Saved entries:
_ _ _ _ _ _ _

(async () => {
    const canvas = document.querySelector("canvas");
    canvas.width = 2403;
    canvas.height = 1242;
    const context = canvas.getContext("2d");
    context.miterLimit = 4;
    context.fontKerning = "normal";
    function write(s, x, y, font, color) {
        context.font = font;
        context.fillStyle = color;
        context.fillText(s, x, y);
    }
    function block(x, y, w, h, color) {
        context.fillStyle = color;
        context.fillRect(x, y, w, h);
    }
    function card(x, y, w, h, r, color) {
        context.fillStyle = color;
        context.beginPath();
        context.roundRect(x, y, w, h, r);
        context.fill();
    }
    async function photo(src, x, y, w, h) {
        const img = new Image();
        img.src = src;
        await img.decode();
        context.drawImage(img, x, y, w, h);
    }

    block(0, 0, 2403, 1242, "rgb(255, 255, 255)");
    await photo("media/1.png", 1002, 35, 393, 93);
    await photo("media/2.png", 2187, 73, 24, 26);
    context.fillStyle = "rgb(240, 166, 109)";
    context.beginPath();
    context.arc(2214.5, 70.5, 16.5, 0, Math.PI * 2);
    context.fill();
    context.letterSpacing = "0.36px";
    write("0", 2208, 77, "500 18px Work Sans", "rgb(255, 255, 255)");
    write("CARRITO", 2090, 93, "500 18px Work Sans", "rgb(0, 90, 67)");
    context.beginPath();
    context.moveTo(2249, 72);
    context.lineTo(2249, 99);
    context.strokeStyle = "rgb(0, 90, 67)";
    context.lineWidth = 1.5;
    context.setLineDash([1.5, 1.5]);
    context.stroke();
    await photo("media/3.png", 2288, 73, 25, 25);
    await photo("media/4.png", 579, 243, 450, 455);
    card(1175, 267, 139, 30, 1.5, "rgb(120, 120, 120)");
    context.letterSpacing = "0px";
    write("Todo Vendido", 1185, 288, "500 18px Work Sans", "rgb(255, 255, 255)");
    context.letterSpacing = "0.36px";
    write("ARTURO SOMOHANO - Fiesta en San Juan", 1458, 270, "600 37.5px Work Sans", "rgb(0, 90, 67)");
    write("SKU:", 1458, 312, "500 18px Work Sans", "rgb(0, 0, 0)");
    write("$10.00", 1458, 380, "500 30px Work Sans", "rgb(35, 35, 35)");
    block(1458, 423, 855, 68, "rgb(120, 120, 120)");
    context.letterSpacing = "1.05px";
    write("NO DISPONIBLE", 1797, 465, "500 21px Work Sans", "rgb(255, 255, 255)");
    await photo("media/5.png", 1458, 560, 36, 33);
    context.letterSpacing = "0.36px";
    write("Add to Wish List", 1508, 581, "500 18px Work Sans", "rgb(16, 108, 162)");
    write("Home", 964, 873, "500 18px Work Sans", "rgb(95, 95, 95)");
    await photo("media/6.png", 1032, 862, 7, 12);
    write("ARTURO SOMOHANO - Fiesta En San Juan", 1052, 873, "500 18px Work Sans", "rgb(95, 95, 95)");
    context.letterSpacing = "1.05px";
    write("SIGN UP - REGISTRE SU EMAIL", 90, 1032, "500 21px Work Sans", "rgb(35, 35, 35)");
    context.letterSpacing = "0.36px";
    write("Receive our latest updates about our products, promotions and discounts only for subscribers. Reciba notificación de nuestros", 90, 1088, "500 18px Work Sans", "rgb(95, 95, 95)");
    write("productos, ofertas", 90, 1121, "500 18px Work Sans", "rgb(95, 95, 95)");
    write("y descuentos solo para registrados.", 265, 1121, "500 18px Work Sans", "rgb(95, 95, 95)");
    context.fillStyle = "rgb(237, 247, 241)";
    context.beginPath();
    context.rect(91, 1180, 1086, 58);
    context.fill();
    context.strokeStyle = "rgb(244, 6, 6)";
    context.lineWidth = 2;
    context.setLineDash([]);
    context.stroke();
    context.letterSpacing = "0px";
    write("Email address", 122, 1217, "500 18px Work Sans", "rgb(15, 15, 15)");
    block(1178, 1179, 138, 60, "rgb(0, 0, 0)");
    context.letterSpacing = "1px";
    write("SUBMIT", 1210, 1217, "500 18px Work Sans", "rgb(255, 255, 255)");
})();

_ _ _ _ _ _ _

If a line in the records above has the word "const", copy it.

    const canvas = document.querySelector("canvas");
    const context = canvas.getContext("2d");
        const img = new Image();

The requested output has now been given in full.